Work required: Look for the word "South" in the material below. Copy each line that has it.

Supplied data START

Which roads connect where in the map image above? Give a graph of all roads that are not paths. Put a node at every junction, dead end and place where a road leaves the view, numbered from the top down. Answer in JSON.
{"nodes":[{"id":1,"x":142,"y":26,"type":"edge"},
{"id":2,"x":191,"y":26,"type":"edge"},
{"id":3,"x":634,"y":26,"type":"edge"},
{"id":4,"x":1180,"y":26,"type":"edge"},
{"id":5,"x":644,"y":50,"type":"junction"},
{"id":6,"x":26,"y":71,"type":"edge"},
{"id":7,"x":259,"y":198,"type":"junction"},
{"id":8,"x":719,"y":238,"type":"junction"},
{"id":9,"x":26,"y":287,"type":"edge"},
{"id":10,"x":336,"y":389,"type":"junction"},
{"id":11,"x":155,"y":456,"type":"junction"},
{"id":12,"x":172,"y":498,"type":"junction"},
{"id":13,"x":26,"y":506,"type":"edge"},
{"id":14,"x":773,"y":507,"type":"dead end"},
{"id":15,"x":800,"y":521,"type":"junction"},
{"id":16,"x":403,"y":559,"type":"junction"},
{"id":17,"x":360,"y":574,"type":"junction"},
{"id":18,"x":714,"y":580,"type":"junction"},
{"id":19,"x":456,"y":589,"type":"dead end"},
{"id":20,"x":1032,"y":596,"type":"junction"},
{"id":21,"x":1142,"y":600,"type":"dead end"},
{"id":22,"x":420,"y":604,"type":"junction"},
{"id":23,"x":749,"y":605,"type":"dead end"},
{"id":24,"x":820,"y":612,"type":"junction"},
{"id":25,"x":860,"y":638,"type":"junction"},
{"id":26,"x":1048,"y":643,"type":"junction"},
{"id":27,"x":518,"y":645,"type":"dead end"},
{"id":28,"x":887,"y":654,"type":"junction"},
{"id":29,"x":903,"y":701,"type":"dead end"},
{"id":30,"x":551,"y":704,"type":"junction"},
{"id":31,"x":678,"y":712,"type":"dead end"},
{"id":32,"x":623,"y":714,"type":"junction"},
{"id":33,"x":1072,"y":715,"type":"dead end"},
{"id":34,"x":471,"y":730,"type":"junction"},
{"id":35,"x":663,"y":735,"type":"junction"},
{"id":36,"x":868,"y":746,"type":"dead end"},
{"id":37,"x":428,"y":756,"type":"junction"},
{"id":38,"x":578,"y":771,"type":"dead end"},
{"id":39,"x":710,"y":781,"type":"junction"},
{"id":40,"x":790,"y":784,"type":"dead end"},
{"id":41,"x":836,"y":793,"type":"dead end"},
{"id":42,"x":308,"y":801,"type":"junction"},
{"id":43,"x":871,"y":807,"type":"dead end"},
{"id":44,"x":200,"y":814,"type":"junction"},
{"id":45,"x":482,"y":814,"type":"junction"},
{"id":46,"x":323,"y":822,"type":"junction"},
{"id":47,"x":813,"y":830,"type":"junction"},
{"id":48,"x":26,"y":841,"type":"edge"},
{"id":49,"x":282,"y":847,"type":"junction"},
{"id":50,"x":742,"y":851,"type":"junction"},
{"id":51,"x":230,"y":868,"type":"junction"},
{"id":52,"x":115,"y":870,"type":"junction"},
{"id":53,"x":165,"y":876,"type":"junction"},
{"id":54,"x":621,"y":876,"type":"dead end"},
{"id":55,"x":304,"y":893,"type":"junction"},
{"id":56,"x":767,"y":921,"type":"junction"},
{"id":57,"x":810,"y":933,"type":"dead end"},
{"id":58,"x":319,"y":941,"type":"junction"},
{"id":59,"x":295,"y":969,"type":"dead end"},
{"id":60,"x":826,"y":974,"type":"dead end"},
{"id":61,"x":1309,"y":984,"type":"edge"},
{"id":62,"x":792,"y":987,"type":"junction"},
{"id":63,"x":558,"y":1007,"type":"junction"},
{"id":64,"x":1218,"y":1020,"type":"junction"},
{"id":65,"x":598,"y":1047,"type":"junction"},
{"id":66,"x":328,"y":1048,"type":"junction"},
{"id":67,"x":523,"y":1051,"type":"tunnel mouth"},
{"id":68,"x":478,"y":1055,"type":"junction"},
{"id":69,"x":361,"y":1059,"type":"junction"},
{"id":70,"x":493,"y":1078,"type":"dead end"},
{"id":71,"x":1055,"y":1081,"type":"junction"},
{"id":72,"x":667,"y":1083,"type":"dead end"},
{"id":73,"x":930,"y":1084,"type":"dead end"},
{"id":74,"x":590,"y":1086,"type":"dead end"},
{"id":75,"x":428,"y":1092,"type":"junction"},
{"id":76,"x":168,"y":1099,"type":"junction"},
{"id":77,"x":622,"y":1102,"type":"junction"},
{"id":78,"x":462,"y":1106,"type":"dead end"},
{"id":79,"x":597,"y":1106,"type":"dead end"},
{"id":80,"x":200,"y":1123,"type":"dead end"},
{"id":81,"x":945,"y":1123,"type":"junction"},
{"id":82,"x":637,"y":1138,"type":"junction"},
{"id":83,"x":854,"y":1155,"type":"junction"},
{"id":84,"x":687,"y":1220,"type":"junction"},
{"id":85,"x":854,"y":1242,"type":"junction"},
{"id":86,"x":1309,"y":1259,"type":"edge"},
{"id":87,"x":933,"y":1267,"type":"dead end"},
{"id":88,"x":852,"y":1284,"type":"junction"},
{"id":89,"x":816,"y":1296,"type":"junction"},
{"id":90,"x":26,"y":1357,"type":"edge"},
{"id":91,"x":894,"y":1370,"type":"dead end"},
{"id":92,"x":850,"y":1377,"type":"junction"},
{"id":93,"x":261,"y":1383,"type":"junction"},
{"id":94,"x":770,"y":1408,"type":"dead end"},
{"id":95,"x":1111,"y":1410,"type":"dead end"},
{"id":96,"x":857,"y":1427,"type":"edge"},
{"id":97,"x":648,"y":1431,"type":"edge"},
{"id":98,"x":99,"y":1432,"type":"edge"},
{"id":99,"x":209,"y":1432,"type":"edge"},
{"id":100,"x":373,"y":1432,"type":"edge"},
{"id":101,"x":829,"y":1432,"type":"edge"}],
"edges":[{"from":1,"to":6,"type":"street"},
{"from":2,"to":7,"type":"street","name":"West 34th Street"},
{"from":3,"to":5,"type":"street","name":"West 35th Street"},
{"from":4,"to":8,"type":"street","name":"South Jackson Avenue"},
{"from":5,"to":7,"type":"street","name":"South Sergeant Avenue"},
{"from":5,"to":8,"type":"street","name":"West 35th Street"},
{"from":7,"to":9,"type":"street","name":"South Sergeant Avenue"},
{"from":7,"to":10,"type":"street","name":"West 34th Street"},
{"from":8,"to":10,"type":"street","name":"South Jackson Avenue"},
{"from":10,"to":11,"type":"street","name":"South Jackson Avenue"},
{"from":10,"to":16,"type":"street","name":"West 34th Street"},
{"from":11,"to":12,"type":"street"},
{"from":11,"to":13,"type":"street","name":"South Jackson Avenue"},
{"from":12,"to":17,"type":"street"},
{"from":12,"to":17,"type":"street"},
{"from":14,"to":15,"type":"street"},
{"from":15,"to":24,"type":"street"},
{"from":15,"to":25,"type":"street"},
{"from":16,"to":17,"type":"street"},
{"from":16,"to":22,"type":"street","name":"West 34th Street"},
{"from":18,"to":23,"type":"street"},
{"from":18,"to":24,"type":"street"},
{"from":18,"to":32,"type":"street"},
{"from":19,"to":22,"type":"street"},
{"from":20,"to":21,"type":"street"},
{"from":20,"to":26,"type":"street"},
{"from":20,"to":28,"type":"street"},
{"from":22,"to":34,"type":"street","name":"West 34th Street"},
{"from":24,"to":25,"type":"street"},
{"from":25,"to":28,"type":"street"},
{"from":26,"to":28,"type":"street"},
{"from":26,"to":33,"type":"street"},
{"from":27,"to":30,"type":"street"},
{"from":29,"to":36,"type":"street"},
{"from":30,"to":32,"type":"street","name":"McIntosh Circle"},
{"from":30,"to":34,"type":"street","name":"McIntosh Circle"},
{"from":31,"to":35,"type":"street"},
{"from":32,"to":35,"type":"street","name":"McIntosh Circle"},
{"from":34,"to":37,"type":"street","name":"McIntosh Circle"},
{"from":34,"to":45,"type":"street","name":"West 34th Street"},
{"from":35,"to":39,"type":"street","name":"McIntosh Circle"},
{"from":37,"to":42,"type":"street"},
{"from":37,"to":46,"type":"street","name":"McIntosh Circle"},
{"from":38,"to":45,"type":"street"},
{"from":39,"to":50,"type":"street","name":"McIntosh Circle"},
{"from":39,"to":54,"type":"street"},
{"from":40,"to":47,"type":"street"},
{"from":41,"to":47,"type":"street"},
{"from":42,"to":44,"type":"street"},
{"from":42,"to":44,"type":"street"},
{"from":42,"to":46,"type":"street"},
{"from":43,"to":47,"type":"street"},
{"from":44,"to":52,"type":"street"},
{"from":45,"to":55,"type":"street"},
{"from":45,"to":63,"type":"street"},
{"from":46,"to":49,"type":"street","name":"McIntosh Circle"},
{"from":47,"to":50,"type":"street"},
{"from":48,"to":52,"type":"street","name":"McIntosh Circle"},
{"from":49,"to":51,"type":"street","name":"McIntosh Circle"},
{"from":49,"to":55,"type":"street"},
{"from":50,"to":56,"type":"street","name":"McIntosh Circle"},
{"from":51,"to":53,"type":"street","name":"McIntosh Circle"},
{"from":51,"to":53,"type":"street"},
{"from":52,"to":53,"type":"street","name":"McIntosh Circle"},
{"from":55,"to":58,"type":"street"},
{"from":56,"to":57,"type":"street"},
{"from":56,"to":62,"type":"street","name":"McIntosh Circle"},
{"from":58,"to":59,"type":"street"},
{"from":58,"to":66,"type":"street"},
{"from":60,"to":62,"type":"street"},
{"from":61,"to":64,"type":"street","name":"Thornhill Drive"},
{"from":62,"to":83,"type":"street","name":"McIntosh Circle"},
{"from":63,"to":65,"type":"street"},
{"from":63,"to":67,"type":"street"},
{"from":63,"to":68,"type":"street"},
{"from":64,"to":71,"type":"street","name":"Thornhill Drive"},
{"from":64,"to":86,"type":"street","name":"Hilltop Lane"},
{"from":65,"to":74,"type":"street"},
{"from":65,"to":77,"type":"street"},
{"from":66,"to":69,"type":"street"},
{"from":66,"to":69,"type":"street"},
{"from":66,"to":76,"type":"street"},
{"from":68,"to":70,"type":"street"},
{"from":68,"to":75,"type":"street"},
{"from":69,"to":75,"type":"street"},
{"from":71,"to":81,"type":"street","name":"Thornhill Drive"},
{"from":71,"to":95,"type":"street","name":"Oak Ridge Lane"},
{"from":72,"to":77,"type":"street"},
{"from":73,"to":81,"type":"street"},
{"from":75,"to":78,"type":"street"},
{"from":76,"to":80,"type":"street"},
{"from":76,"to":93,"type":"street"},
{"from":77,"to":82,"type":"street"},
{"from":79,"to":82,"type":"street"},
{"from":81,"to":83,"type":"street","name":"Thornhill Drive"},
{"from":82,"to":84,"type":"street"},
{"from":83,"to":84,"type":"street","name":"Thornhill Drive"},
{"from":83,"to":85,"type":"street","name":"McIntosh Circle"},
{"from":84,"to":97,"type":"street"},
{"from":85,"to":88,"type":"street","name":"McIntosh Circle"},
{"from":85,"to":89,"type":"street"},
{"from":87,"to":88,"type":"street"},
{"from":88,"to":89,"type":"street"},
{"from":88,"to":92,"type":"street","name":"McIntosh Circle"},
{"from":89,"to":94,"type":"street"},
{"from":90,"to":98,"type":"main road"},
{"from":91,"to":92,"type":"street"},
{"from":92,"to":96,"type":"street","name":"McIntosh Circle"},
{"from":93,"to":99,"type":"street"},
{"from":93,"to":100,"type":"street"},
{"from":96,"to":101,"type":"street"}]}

Supplied data END

Reply to the exercise:
{"from":4,"to":8,"type":"street","name":"South Jackson Avenue"},
{"from":5,"to":7,"type":"street","name":"South Sergeant Avenue"},
{"from":7,"to":9,"type":"street","name":"South Sergeant Avenue"},
{"from":8,"to":10,"type":"street","name":"South Jackson Avenue"},
{"from":10,"to":11,"type":"street","name":"South Jackson Avenue"},
{"from":11,"to":13,"type":"street","name":"South Jackson Avenue"},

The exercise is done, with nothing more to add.